The administration moved the process two steps forward last week and hopes to get the bonds to market within six weeks.
Bryan said in a press release that speed was critical for the government to secure the best interest rates possible. He added, “The process of getting to final closing still has many steps and risks before we are able to achieve the final goal of closing on the bonds.”
One action the administration took was signing a settlement agreement with GERS dismissing pending legal actions. GERS and the government have been in legal disputes about funding and payments for over two decades. In the year 2000, the GERS sued the government because of an early retirement incentive program it was offering. Since then, other suits have been filed, and Bryan said the suits have cost the government millions of dollars in legal fees.
Another step taken by Bryan last week was the naming of the four financial managers who will join him in managing the refinancing of the Rum Tax Cover-Over Bonds. The refinancing of these bonds is predicted by the legislature and the administration to create savings that can be streamed into the GERS so it can survive for another 30 years.
This Board of Directors will oversee the Matching Fund Special Purpose Securitization Corporation. It is being established as an independent, public corporation separate from the Government. The legislation defines it as a not-for-profit, tax-exempt entity, and its operations may not be conducted to make a profit.
A board member cannot have been employed by the V.I. government within the last three years. They must have at least seven years of executive or board experience in accounting, banking, finance, law, management, or public administration. The board members may be paid up to $1,500 for each meeting of the board, not to exceed one paid meeting per quarter. Also, directors are entitled to reimbursement for expenses incurred in the performance of their duties.
The appointees are:
Michelle Dreyer, who is the managing director of CSC Global Financial Markets.
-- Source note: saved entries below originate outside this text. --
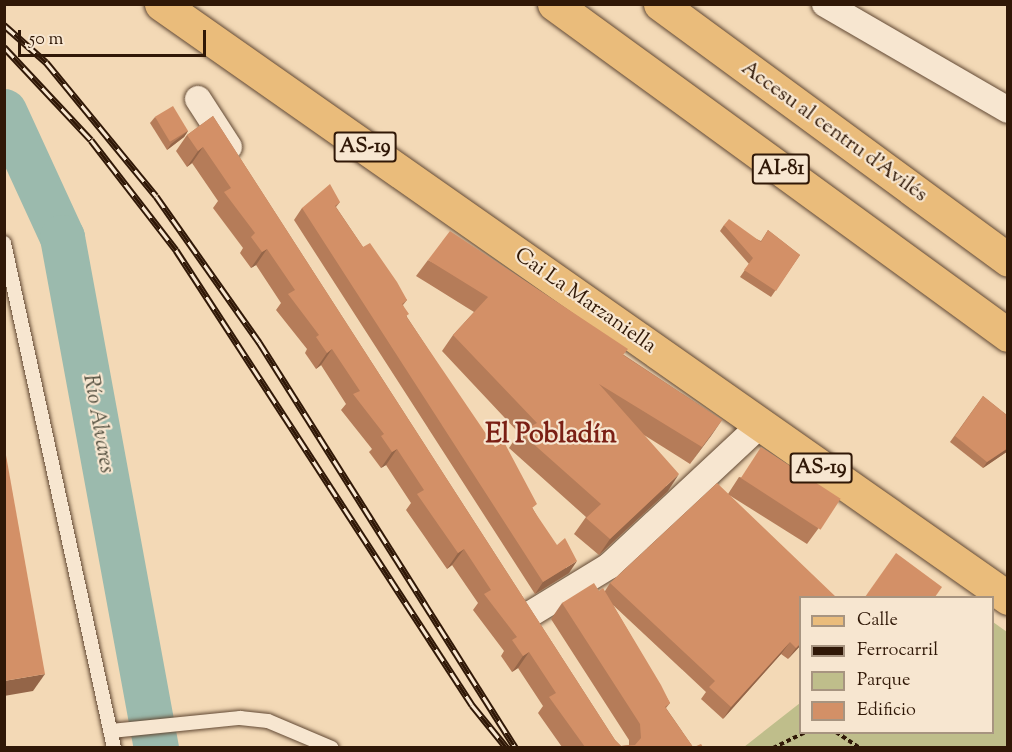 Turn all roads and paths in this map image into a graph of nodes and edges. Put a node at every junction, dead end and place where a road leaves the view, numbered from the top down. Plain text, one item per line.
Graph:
1 (162, 4) edge
2 (554, 4) edge
3 (660, 4) edge
4 (825, 4) edge
5 (198, 99) dead end
6 (1008, 110) edge
7 (243, 168) edge
8 (4, 243) edge
9 (1008, 260) edge
10 (1008, 335) edge
11 (760, 425) junction
12 (1008, 598) edge
13 (531, 613) edge
14 (112, 730) junction
15 (802, 734) edge
16 (839, 734) edge
17 (114, 747) edge
18 (332, 747) edge
19 (773, 747) edge
20 (860, 747) edge

1 - 11 main road, Cai La Marzaniella / AS-19
2 - 10 main road, AI-81
3 - 9 main road, Accesu al centru d'Avilés / AI-81
4 - 6 street
5 - 7 street
8 - 14 lane
11 - 12 main road, Cai La Marzaniella / AS-19
11 - 13 street
14 - 17 lane
14 - 18 lane
15 - 19 path
16 - 20 path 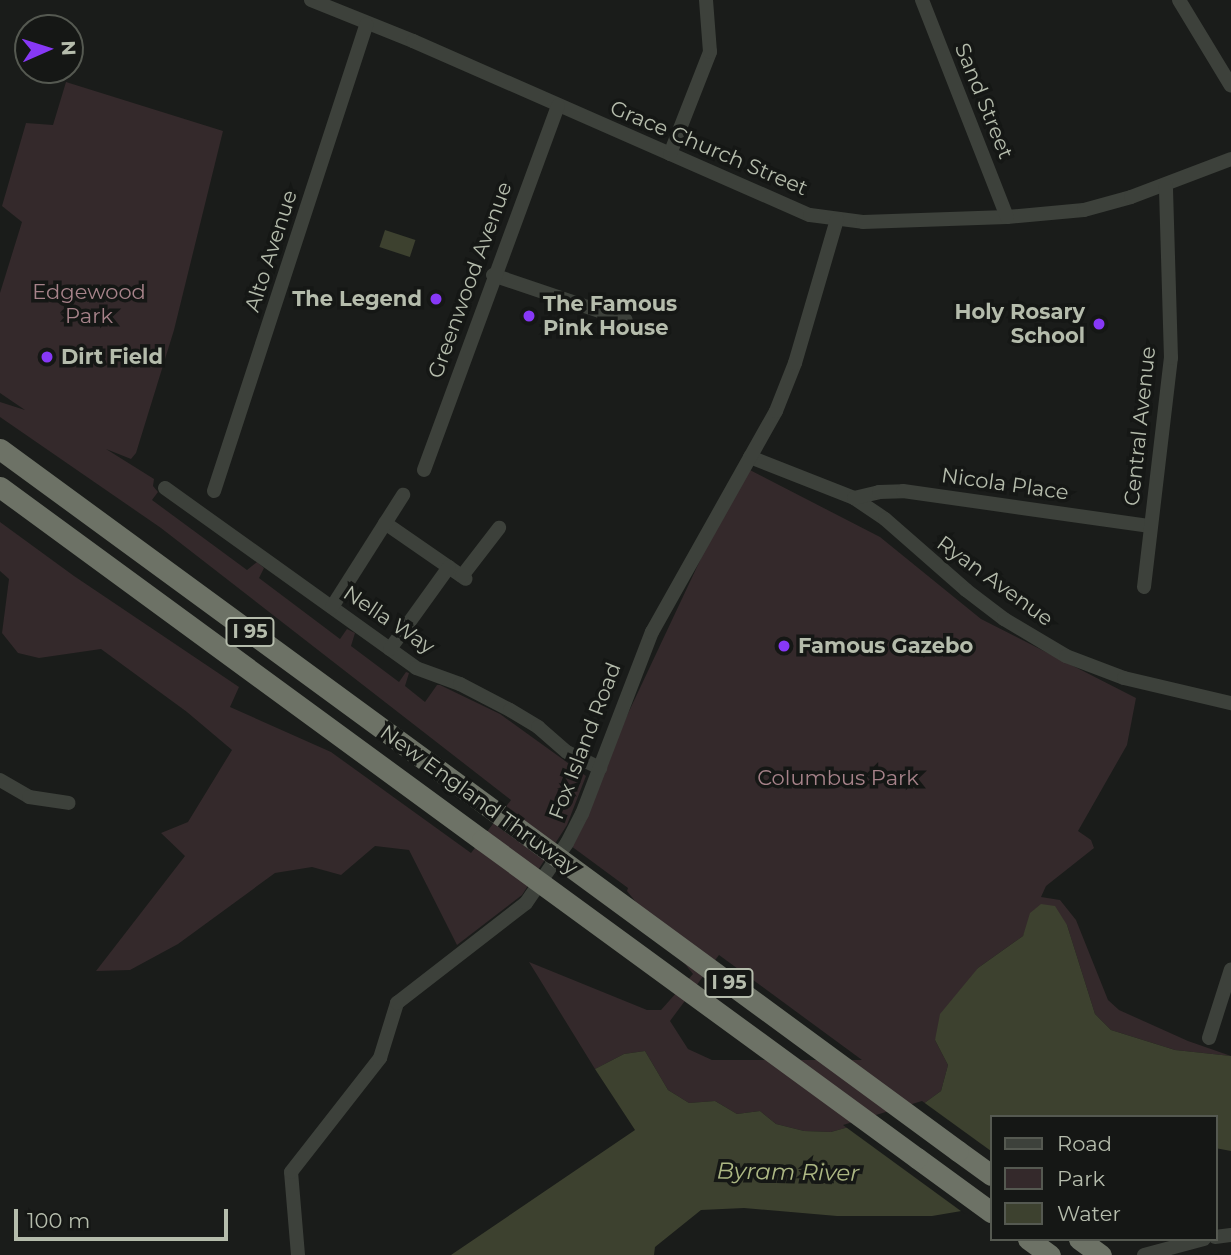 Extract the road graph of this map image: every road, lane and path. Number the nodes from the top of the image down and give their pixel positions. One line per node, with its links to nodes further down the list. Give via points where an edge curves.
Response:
1 (311, 0): 5 (street, Grace Church Street)
2 (706, 0): 8 (street, via 710,52)
3 (922, 0): 11 (street, Sand Street)
4 (1179, 0): 6 (street)
5 (367, 23): 7 (street, Grace Church Street); 20 (street, Alto Avenue)
6 (1231, 86)
7 (558, 106): 8 (street, Grace Church Street); 13 (street, Greenwood Avenue)
8 (670, 154): 12 (street, Grace Church Street, via 810,215)
9 (1231, 159): 10 (street, Grace Church Street)
10 (1166, 185): 11 (street, Grace Church Street, via 1084,210); 24 (street, Central Avenue, via 1171,358)
11 (1007, 217): 12 (street, Grace Church Street)
12 (837, 219): 16 (street, Fox Island Road, via 795,363 776,411)
13 (493, 275): 14 (street); 17 (street, Greenwood Avenue)
14 (626, 320)
15 (0, 449): 36 (highway, New England Thruway / I 95, bridge)
16 (750, 457): 22 (street, Ryan Avenue); 31 (street, Fox Island Road, via 652,632)
17 (424, 470)
18 (0, 487): 37 (highway, New England Thruway / I 95, bridge)
19 (165, 488): 28 (street, Nella Way)
20 (214, 491)
21 (403, 495): 23 (street)
22 (855, 498): 24 (street, Nicola Place, via 903,491); 30 (street, Ryan Avenue, via 965,590 1066,656 1124,678)
23 (385, 523): 26 (street); 28 (street)
24 (1149, 526): 27 (street, Central Avenue)
25 (499, 528): 26 (street, via 464,578)
26 (449, 567): 29 (street)
27 (1144, 587)
28 (332, 607): 29 (street, Nella Way)
29 (390, 649): 31 (street, Nella Way, via 416,668 510,710 567,752)
30 (1229, 698)
31 (600, 768): 41 (street, Fox Island Road, via 567,843 527,903 397,1003 380,1058 297,1160 290,1172)
32 (0, 780): 33 (street, via 29,797)
33 (69, 803)
34 (1231, 970): 35 (street)
35 (1209, 1038)
36 (990, 1174)
37 (990, 1211)
38 (1031, 1241): 42 (highway)
39 (1082, 1241): 43 (highway)
40 (1196, 1241): 44 (street)
41 (298, 1255)
42 (1050, 1255)
43 (1101, 1255)
44 (1144, 1255) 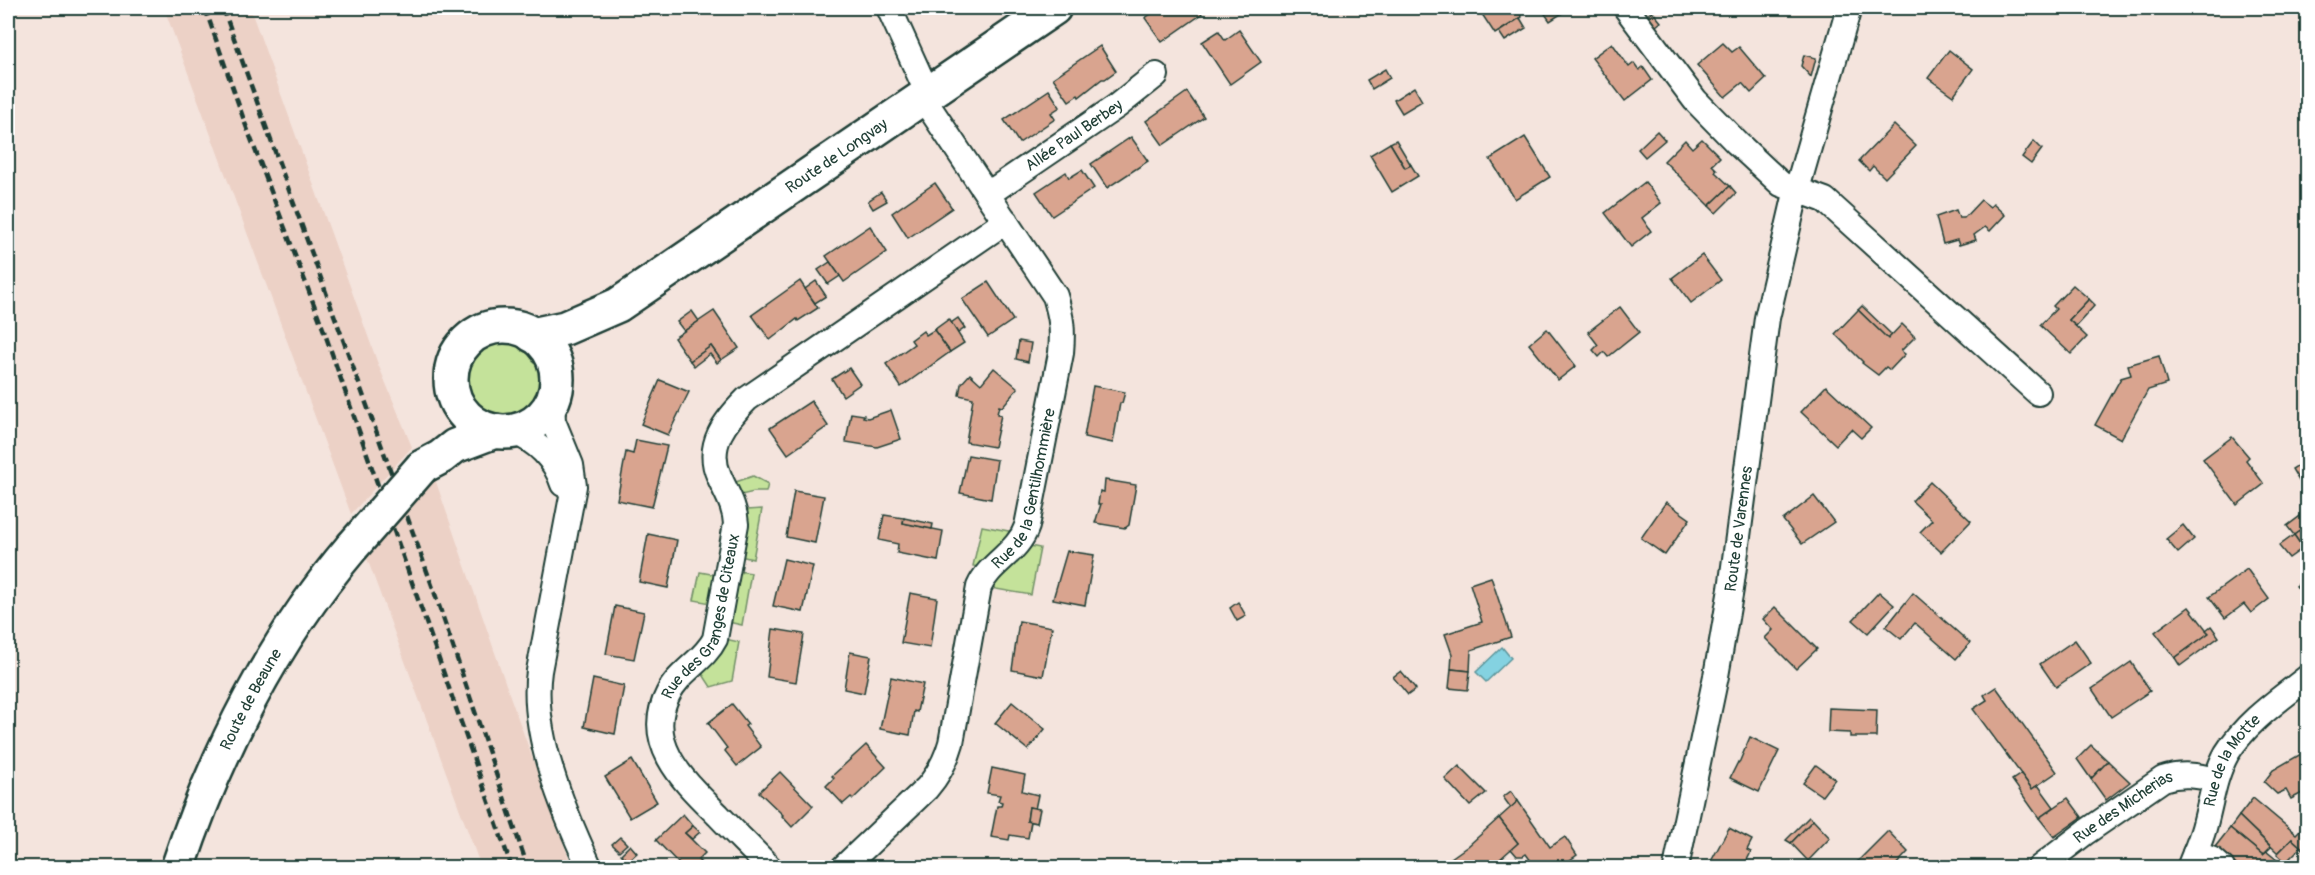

She oversees independent director services and default administration services and has previously served in a variety of services for CSC.
Pamela Jasinski, who is the vice president of Special Purpose Vehicle Management for CSC Global Financial Markets, which she joined in 1998. Her client services team provides accounting, administrative, employee, officer, and director services.
Kristine Eppes is the team leader of the Independent Director Group for CSC Global Financial Markets, which she joined in 1997. Her responsibilities include serving as an independent director and managing transactions that require the review and negotiation of organizational documents, contracts, and other legal documents.
Sheila Robinson, who is the chief financial officer for New York State Homes and Community Renewal (the nation’s largest housing agency) and has more than four decades of experience across various sectors, including insurance, banking, ratings, and government, as well as securitization experience in loans and other asset-backed products.